This gives a chain complex $(\mathcal{A} ^*(M),\delta)$.

We can now define the laplacian as $\triangle = d \delta + \delta d$. As a chain map, $\triangle : \mathcal{A}^*(M) \to \mathcal{A}^*(M)$ is null homotopic by constrution. By the exterior algebra functor I mean the functor that takes vector bundles over a manifold to their corresponding exterior algebra bundles.

1. Does there exist a map $\varphi: \Gamma(T^*M) \to \Gamma(T^*M)$ s.t. under the exterior algebra functor the induced map between graded algebras is $\triangle$?
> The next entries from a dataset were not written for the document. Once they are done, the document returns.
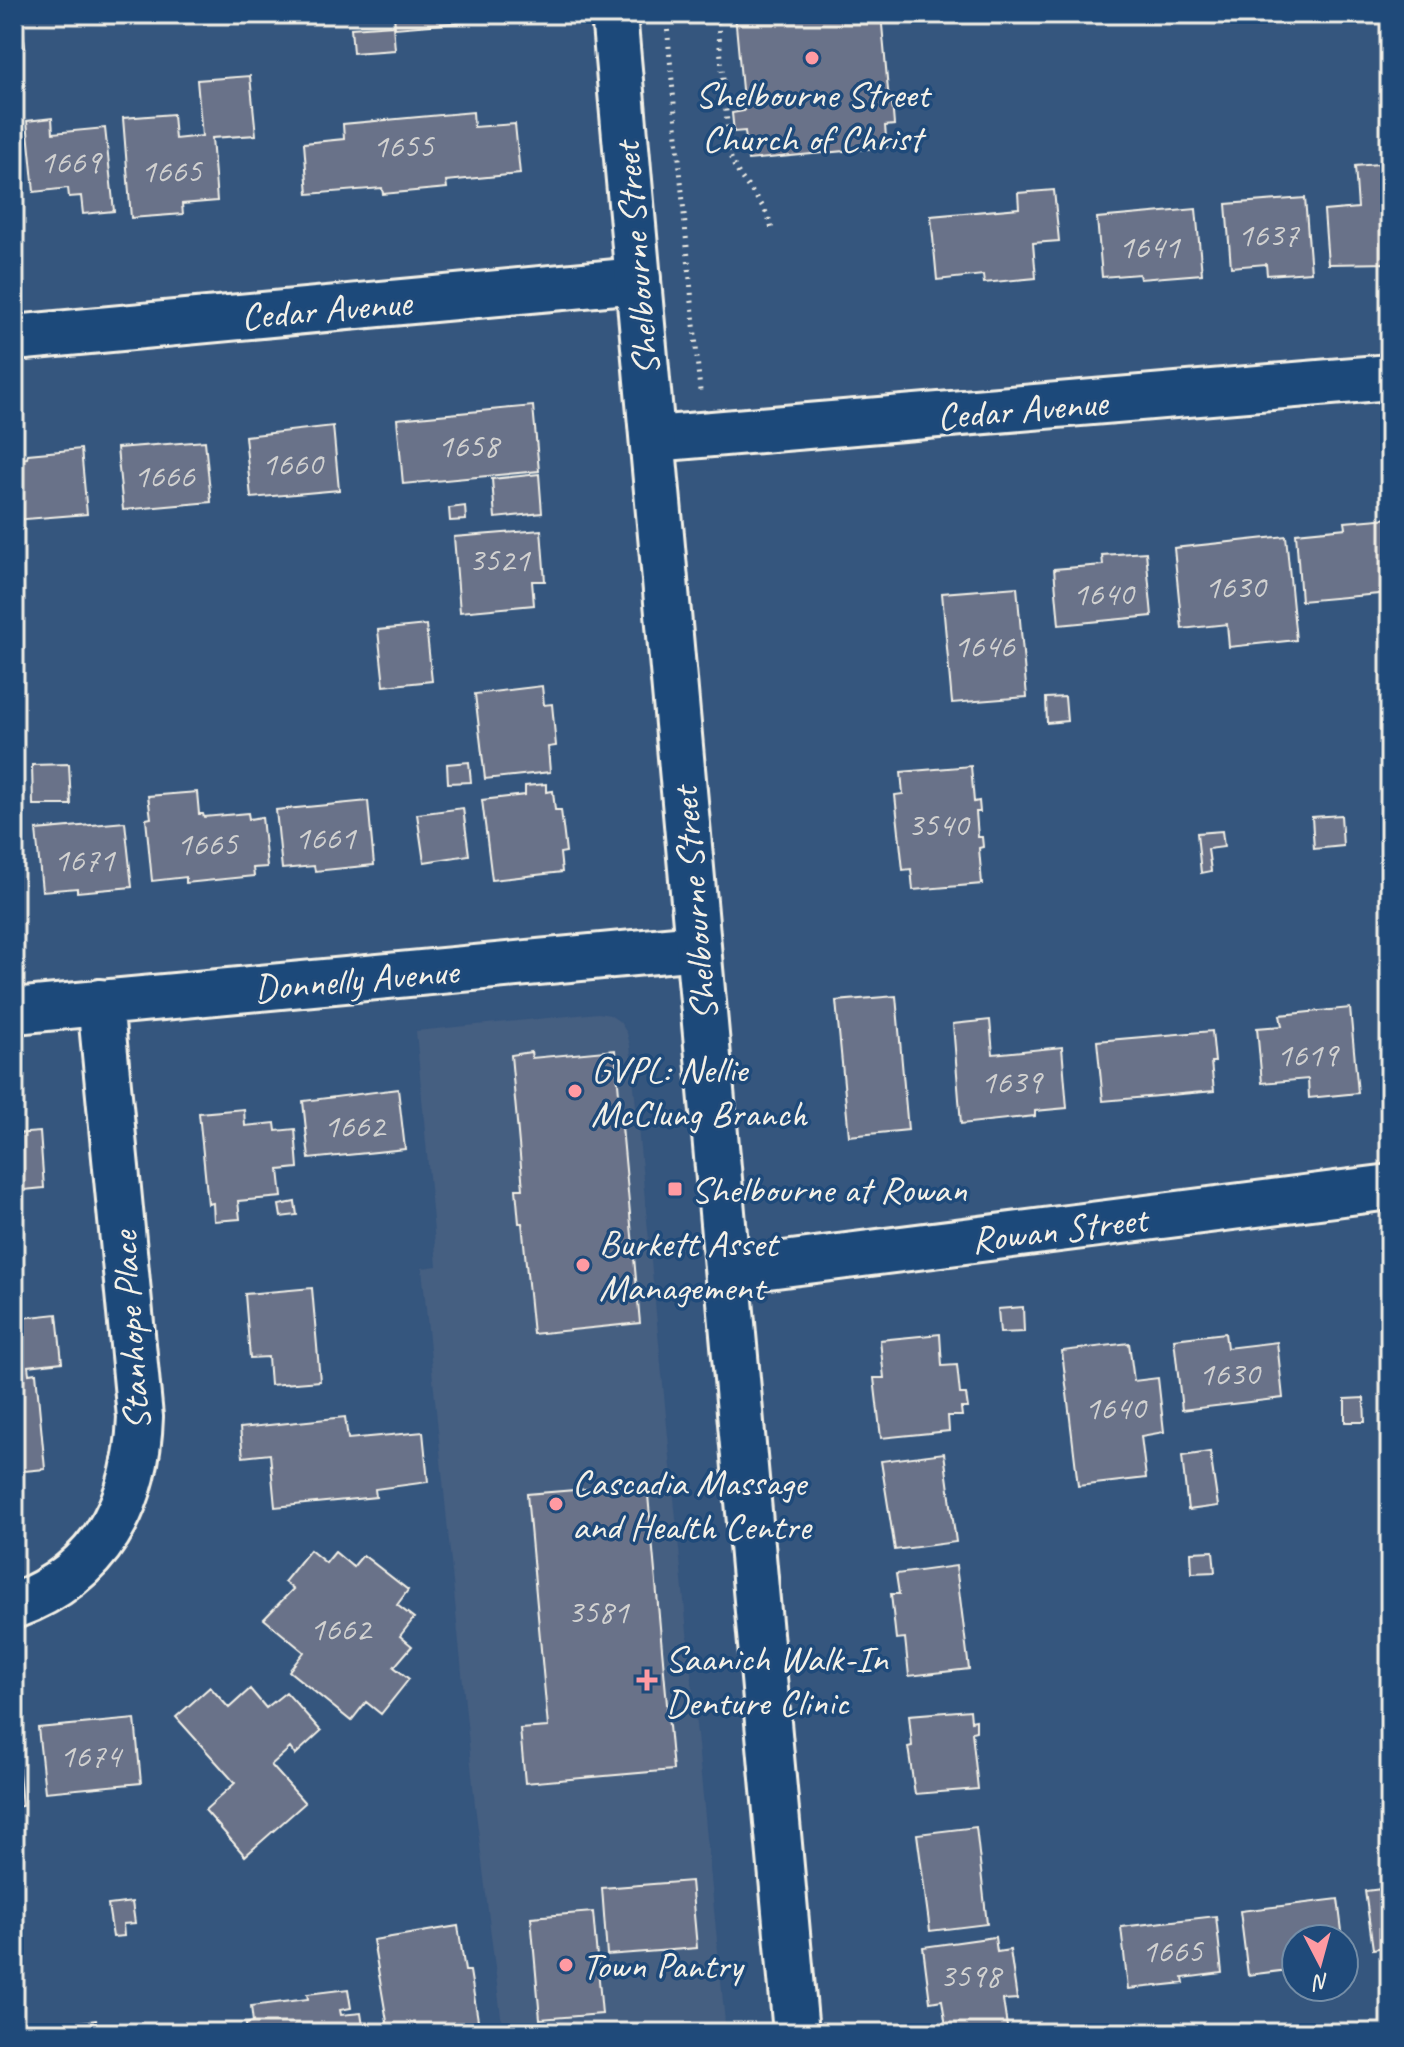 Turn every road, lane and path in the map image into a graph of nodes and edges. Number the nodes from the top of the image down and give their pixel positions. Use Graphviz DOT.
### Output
graph roads {
  1 [pos="614,14"];
  2 [pos="666,14"];
  3 [pos="717,14"];
  4 [pos="772,231"];
  5 [pos="638,280"];
  6 [pos="14,338"];
  7 [pos="1390,377"];
  8 [pos="700,397"];
  9 [pos="653,439"];
  10 [pos="698,947"];
  11 [pos="100,1002"];
  12 [pos="14,1011"];
  13 [pos="1390,1187"];
  14 [pos="728,1271"];
  15 [pos="14,1606"];
  16 [pos="796,2033"];
  1 -- 5 [label="street, Shelbourne Street"];
  2 -- 8 [label="path"];
  3 -- 4 [label="path"];
  5 -- 6 [label="street, Cedar Avenue"];
  5 -- 9 [label="street, Shelbourne Street"];
  7 -- 9 [label="street, Cedar Avenue"];
  9 -- 10 [label="street, Shelbourne Street"];
  10 -- 11 [label="street, Donnelly Avenue"];
  10 -- 14 [label="street, Shelbourne Street"];
  11 -- 12 [label="street, Donnelly Avenue"];
  11 -- 15 [label="street, Stanhope Place"];
  13 -- 14 [label="street, Rowan Street"];
  14 -- 16 [label="street, Shelbourne Street"];
} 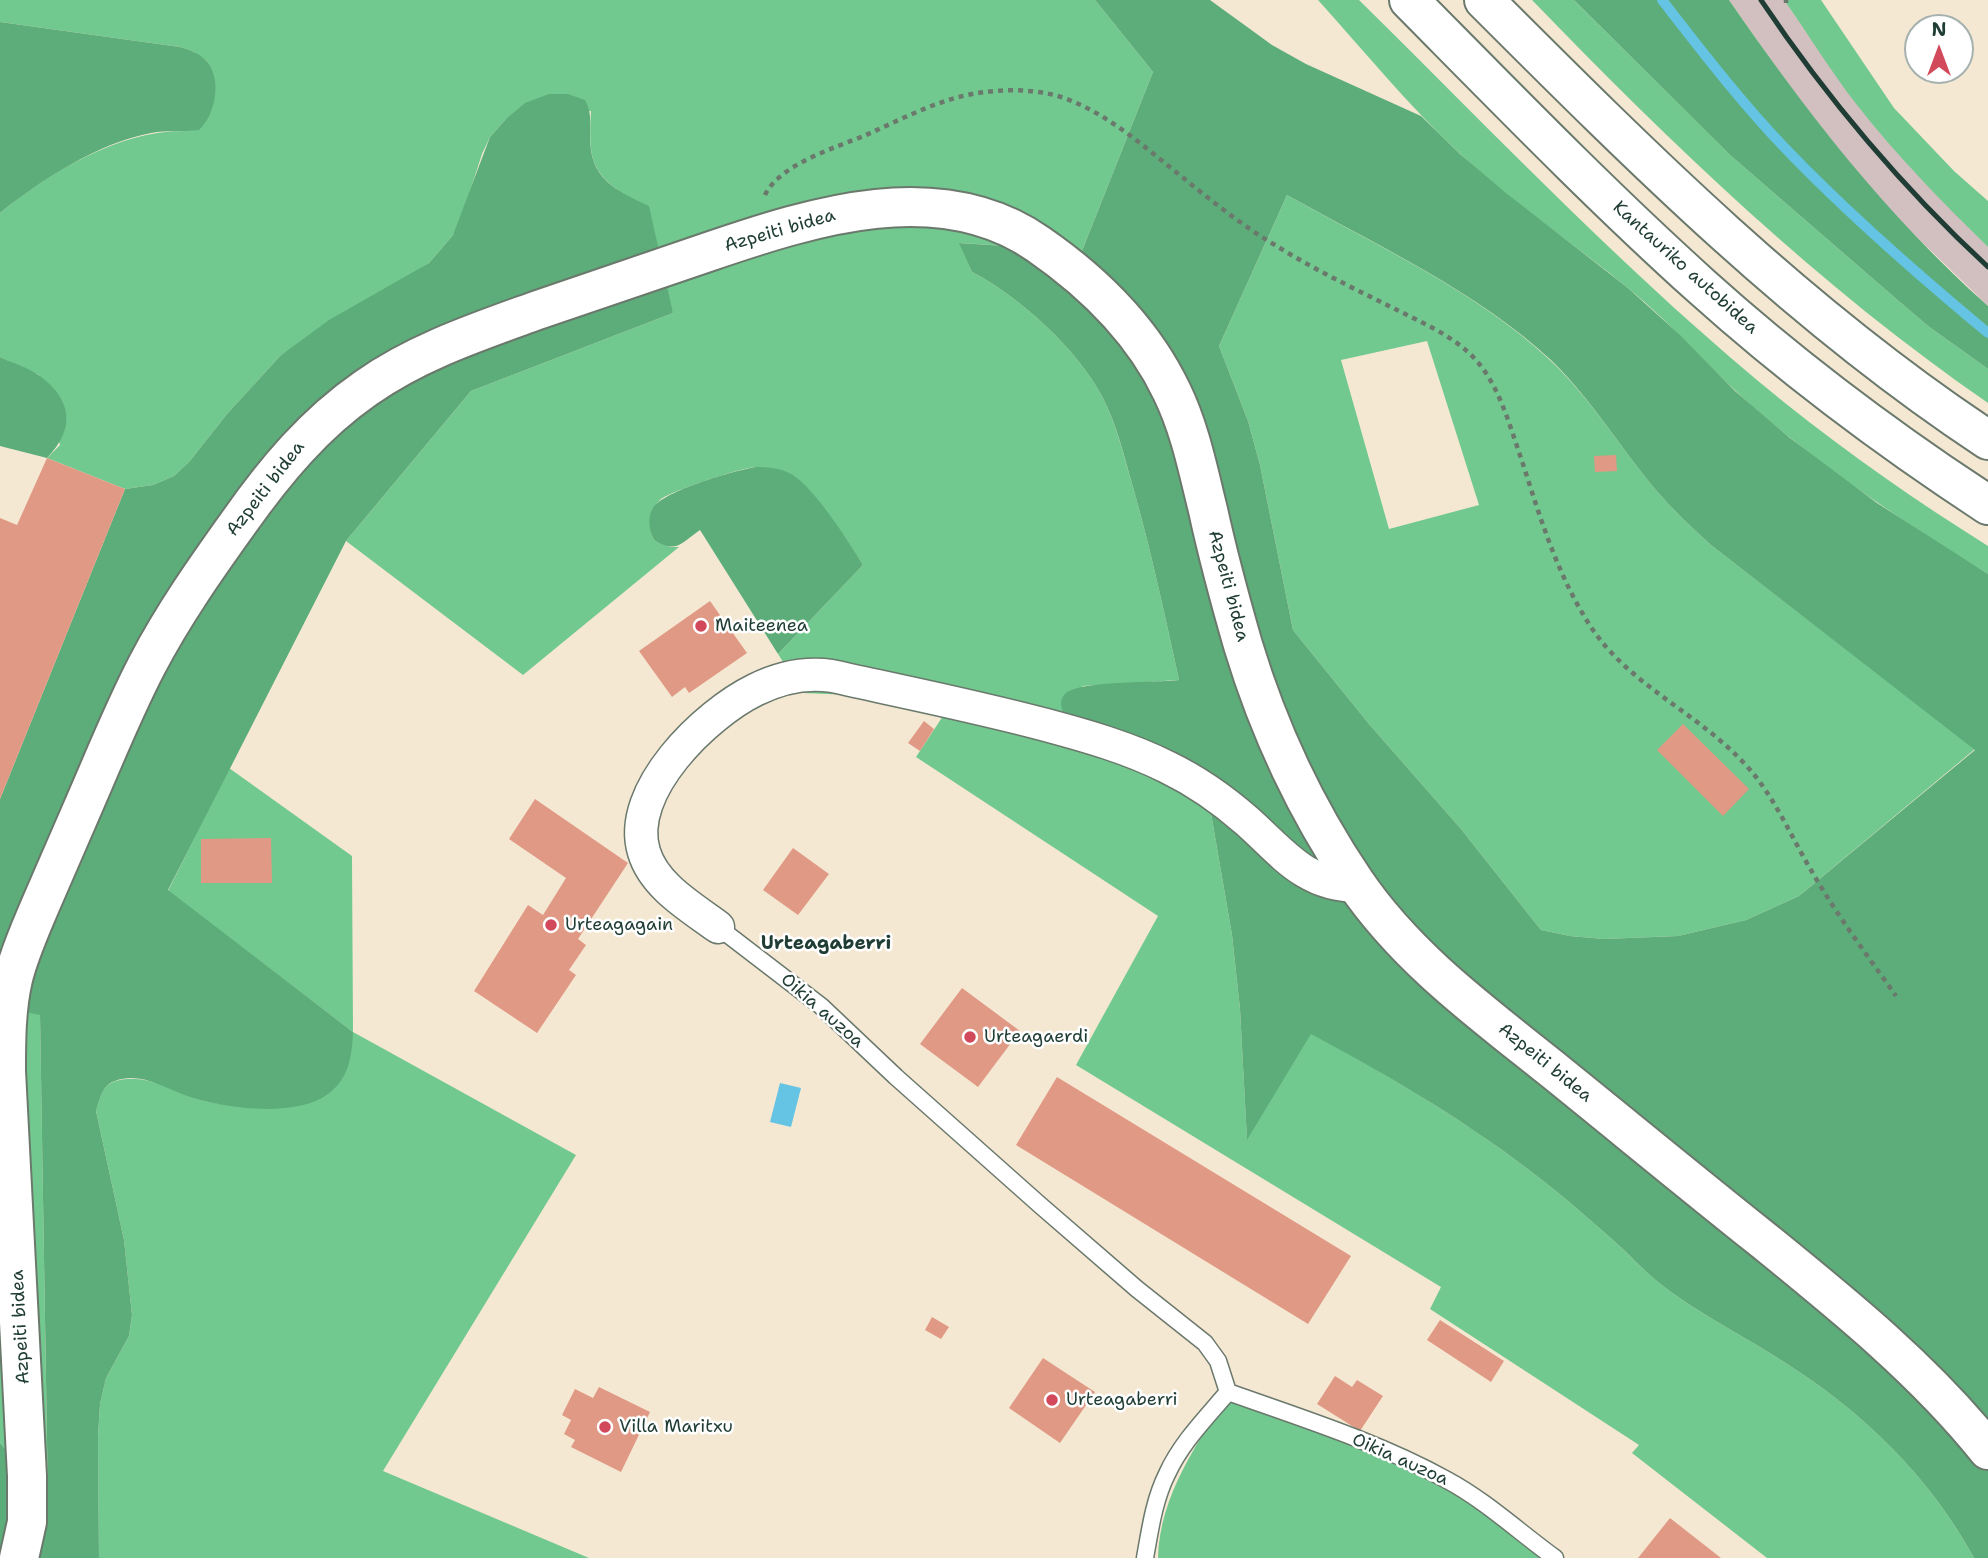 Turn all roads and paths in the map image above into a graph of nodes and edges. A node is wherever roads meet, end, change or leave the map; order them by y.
1 (1409, 0) edge
2 (1483, 0) edge
3 (764, 233) junction
4 (1988, 440) edge
5 (1988, 505) edge
6 (1358, 886) junction
7 (718, 928) joint
8 (1896, 996) dead end
9 (1228, 1392) junction
10 (1988, 1450) edge
11 (19, 1558) edge
12 (1145, 1558) edge
13 (1555, 1558) edge

1 - 5 main road, Kantauriko autobidea
2 - 4 main road
3 - 6 main road, Azpeiti bidea
3 - 8 path
3 - 11 main road, Azpeiti bidea
6 - 7 street, Oikia auzoa
6 - 10 main road, Azpeiti bidea
7 - 9 lane, Oikia auzoa
9 - 12 lane
9 - 13 lane, Oikia auzoa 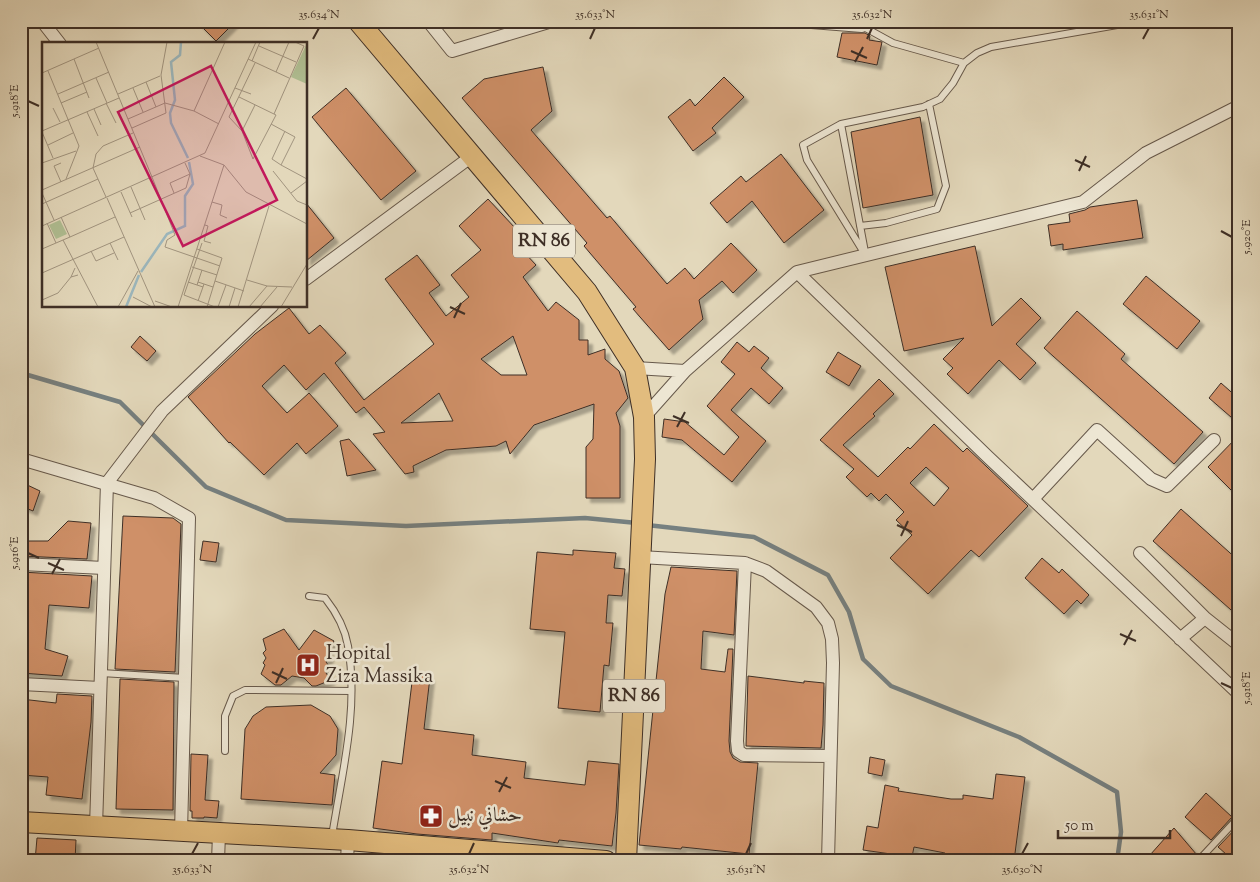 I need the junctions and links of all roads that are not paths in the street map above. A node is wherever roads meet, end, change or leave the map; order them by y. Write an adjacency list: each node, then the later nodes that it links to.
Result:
1 (42, 21): 8 (street)
2 (358, 21): 13 (main road, RN 86)
3 (428, 21): 4 (street)
4 (552, 21)
5 (799, 21): 7 (street)
6 (1140, 21): 9 (lane)
7 (860, 24): 9 (lane)
8 (58, 42)
9 (964, 63): 10 (lane)
10 (929, 104): 12 (lane); 14 (lane)
11 (1239, 106): 15 (street)
12 (841, 124): 14 (lane); 15 (lane)
13 (472, 156): 17 (street); 19 (main road, RN 86)
14 (860, 226): 15 (lane)
15 (866, 256): 16 (street)
16 (797, 272): 20 (street); 25 (street)
17 (308, 278)
18 (270, 308): 24 (street)
19 (635, 368): 20 (street); 21 (main road, RN 86)
20 (685, 371): 21 (street)
21 (644, 417): 27 (main road, RN 86)
22 (1214, 440): 25 (street)
23 (21, 459): 24 (street)
24 (107, 483): 30 (street); 36 (street)
25 (1033, 499): 33 (street)
26 (1140, 553): 32 (street)
27 (640, 557): 28 (street); 52 (main road, RN 86)
28 (745, 563): 42 (street); 42 (street)
29 (21, 564): 30 (street)
30 (104, 568): 35 (street)
31 (309, 596): 39 (lane)
32 (1205, 618): 33 (street); 34 (street)
33 (1180, 639): 40 (street)
34 (1239, 645)
35 (101, 673): 36 (lane); 38 (street)
36 (185, 678): 46 (street)
37 (21, 684): 38 (street)
38 (100, 688): 45 (street)
39 (352, 691): 41 (lane); 48 (lane)
40 (1239, 694)
41 (225, 752)
42 (830, 756): 53 (street)
43 (1239, 817): 54 (lane)
44 (21, 822): 45 (main road)
45 (96, 826): 46 (main road)
46 (181, 832): 47 (main road)
47 (219, 834): 48 (main road); 49 (street)
48 (340, 840): 50 (street); 51 (main road)
49 (218, 861)
50 (347, 861)
51 (606, 861)
52 (626, 861)
53 (828, 861)
54 (1198, 861)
To prove the Hodge theorem all we need to do is show that $i: Ker(\triangle) \to \mathcal{A}^*(M)$ is a quasi-isomorphism. From homological algebra we know that the chain map $i$ is a quasi-isomorphism iff its cone $Cone(i)$ is acyclic.

2. What properties should $\varphi: \Gamma (T^*M) \to \Gamma(T^*M)$ posses to induce a map whose kernel has an acyclic cone?

Could the hodge theorem be proved in this way? i.e. by exhibiting some function $\varphi$ satisfying (1) and proving that it posses (2)? (the latter part will no doubt involve some functional anaysis).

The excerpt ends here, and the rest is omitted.